§ Records drawn from a dataset:
*** Begin section ***
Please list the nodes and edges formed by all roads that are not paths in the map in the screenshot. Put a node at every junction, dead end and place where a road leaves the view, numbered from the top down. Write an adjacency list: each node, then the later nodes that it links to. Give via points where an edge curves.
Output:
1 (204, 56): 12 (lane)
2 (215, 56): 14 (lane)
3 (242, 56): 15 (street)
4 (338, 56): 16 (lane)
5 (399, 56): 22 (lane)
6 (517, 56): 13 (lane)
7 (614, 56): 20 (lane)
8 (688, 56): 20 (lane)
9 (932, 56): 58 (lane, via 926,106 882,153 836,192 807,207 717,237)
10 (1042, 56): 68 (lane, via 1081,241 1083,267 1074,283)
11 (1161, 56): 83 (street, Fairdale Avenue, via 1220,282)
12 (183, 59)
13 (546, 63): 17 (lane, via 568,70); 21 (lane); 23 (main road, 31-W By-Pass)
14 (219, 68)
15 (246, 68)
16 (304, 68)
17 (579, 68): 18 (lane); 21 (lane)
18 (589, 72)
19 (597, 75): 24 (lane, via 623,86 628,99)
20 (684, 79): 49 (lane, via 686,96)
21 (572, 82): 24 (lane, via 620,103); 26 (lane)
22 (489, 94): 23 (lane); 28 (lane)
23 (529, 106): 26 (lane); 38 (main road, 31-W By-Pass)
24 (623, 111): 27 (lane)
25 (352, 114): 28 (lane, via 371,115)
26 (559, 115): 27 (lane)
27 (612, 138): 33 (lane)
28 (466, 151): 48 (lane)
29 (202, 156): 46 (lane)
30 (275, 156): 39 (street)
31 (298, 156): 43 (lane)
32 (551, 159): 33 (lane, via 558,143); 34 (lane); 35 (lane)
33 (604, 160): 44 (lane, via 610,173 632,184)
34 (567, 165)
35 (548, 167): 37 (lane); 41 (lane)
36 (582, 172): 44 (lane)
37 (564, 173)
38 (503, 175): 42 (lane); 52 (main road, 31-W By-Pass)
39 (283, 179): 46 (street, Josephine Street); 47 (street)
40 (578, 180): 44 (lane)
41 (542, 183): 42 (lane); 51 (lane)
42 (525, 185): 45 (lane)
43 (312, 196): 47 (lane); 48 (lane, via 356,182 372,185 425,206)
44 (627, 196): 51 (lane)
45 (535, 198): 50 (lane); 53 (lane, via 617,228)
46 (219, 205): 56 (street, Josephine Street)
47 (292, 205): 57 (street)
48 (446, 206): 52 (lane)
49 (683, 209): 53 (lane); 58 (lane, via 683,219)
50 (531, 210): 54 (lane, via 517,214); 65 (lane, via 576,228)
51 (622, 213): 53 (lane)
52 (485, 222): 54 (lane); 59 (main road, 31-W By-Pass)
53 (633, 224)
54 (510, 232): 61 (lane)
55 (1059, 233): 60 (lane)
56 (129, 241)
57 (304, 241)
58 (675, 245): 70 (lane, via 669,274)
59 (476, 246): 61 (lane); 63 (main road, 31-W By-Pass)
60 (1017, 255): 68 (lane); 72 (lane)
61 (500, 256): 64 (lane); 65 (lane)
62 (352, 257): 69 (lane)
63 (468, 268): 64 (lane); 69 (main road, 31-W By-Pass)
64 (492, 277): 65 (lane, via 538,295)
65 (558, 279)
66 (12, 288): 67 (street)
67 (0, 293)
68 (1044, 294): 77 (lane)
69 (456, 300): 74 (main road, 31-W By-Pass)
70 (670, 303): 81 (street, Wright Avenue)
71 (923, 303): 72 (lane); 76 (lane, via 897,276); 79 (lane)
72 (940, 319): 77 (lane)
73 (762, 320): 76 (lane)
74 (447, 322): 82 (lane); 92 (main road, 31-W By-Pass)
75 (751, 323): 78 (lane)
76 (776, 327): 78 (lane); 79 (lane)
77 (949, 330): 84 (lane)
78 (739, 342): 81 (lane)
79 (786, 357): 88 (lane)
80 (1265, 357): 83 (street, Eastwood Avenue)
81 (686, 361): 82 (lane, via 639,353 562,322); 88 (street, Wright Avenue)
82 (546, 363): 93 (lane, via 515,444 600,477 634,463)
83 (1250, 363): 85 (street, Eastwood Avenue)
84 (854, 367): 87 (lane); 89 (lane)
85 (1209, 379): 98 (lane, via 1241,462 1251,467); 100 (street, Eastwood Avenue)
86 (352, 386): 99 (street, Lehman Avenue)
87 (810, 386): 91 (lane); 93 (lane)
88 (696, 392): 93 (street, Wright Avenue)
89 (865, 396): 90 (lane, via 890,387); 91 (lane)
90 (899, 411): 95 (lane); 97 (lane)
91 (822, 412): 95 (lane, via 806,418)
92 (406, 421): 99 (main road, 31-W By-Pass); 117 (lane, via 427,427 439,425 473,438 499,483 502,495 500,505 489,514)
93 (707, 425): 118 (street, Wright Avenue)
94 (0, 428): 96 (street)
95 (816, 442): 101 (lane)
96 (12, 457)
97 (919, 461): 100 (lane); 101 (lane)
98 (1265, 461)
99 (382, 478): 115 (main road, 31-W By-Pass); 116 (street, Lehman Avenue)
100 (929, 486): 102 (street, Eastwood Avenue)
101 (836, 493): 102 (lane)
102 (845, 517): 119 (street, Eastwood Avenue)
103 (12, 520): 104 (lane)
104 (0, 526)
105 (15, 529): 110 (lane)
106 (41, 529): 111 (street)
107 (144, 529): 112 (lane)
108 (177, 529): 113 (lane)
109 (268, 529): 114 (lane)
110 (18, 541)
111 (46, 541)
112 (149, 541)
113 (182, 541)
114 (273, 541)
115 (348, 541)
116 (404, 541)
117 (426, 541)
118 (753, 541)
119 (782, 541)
*** End section ***
§ Try it: Every entry, from top to bottom, should be repeated word for word.

§ Answer area:
Please list the nodes and edges formed by all roads that are not paths in the map in the screenshot. Put a node at every junction, dead end and place where a road leaves the view, numbered from the top down. Write an adjacency list: each node, then the later nodes that it links to. Give via points where an edge curves.
Output:
1 (204, 56): 12 (lane)
2 (215, 56): 14 (lane)
3 (242, 56): 15 (street)
4 (338, 56): 16 (lane)
5 (399, 56): 22 (lane)
6 (517, 56): 13 (lane)
7 (614, 56): 20 (lane)
8 (688, 56): 20 (lane)
9 (932, 56): 58 (lane, via 926,106 882,153 836,192 807,207 717,237)
10 (1042, 56): 68 (lane, via 1081,241 1083,267 1074,283)
11 (1161, 56): 83 (street, Fairdale Avenue, via 1220,282)
12 (183, 59)
13 (546, 63): 17 (lane, via 568,70); 21 (lane); 23 (main road, 31-W By-Pass)
14 (219, 68)
15 (246, 68)
16 (304, 68)
17 (579, 68): 18 (lane); 21 (lane)
18 (589, 72)
19 (597, 75): 24 (lane, via 623,86 628,99)
20 (684, 79): 49 (lane, via 686,96)
21 (572, 82): 24 (lane, via 620,103); 26 (lane)
22 (489, 94): 23 (lane); 28 (lane)
23 (529, 106): 26 (lane); 38 (main road, 31-W By-Pass)
24 (623, 111): 27 (lane)
25 (352, 114): 28 (lane, via 371,115)
26 (559, 115): 27 (lane)
27 (612, 138): 33 (lane)
28 (466, 151): 48 (lane)
29 (202, 156): 46 (lane)
30 (275, 156): 39 (street)
31 (298, 156): 43 (lane)
32 (551, 159): 33 (lane, via 558,143); 34 (lane); 35 (lane)
33 (604, 160): 44 (lane, via 610,173 632,184)
34 (567, 165)
35 (548, 167): 37 (lane); 41 (lane)
36 (582, 172): 44 (lane)
37 (564, 173)
38 (503, 175): 42 (lane); 52 (main road, 31-W By-Pass)
39 (283, 179): 46 (street, Josephine Street); 47 (street)
40 (578, 180): 44 (lane)
41 (542, 183): 42 (lane); 51 (lane)
42 (525, 185): 45 (lane)
43 (312, 196): 47 (lane); 48 (lane, via 356,182 372,185 425,206)
44 (627, 196): 51 (lane)
45 (535, 198): 50 (lane); 53 (lane, via 617,228)
46 (219, 205): 56 (street, Josephine Street)
47 (292, 205): 57 (street)
48 (446, 206): 52 (lane)
49 (683, 209): 53 (lane); 58 (lane, via 683,219)
50 (531, 210): 54 (lane, via 517,214); 65 (lane, via 576,228)
51 (622, 213): 53 (lane)
52 (485, 222): 54 (lane); 59 (main road, 31-W By-Pass)
53 (633, 224)
54 (510, 232): 61 (lane)
55 (1059, 233): 60 (lane)
56 (129, 241)
57 (304, 241)
58 (675, 245): 70 (lane, via 669,274)
59 (476, 246): 61 (lane); 63 (main road, 31-W By-Pass)
60 (1017, 255): 68 (lane); 72 (lane)
61 (500, 256): 64 (lane); 65 (lane)
62 (352, 257): 69 (lane)
63 (468, 268): 64 (lane); 69 (main road, 31-W By-Pass)
64 (492, 277): 65 (lane, via 538,295)
65 (558, 279)
66 (12, 288): 67 (street)
67 (0, 293)
68 (1044, 294): 77 (lane)
69 (456, 300): 74 (main road, 31-W By-Pass)
70 (670, 303): 81 (street, Wright Avenue)
71 (923, 303): 72 (lane); 76 (lane, via 897,276); 79 (lane)
72 (940, 319): 77 (lane)
73 (762, 320): 76 (lane)
74 (447, 322): 82 (lane); 92 (main road, 31-W By-Pass)
75 (751, 323): 78 (lane)
76 (776, 327): 78 (lane); 79 (lane)
77 (949, 330): 84 (lane)
78 (739, 342): 81 (lane)
79 (786, 357): 88 (lane)
80 (1265, 357): 83 (street, Eastwood Avenue)
81 (686, 361): 82 (lane, via 639,353 562,322); 88 (street, Wright Avenue)
82 (546, 363): 93 (lane, via 515,444 600,477 634,463)
83 (1250, 363): 85 (street, Eastwood Avenue)
84 (854, 367): 87 (lane); 89 (lane)
85 (1209, 379): 98 (lane, via 1241,462 1251,467); 100 (street, Eastwood Avenue)
86 (352, 386): 99 (street, Lehman Avenue)
87 (810, 386): 91 (lane); 93 (lane)
88 (696, 392): 93 (street, Wright Avenue)
89 (865, 396): 90 (lane, via 890,387); 91 (lane)
90 (899, 411): 95 (lane); 97 (lane)
91 (822, 412): 95 (lane, via 806,418)
92 (406, 421): 99 (main road, 31-W By-Pass); 117 (lane, via 427,427 439,425 473,438 499,483 502,495 500,505 489,514)
93 (707, 425): 118 (street, Wright Avenue)
94 (0, 428): 96 (street)
95 (816, 442): 101 (lane)
96 (12, 457)
97 (919, 461): 100 (lane); 101 (lane)
98 (1265, 461)
99 (382, 478): 115 (main road, 31-W By-Pass); 116 (street, Lehman Avenue)
100 (929, 486): 102 (street, Eastwood Avenue)
101 (836, 493): 102 (lane)
102 (845, 517): 119 (street, Eastwood Avenue)
103 (12, 520): 104 (lane)
104 (0, 526)
105 (15, 529): 110 (lane)
106 (41, 529): 111 (street)
107 (144, 529): 112 (lane)
108 (177, 529): 113 (lane)
109 (268, 529): 114 (lane)
110 (18, 541)
111 (46, 541)
112 (149, 541)
113 (182, 541)
114 (273, 541)
115 (348, 541)
116 (404, 541)
117 (426, 541)
118 (753, 541)
119 (782, 541)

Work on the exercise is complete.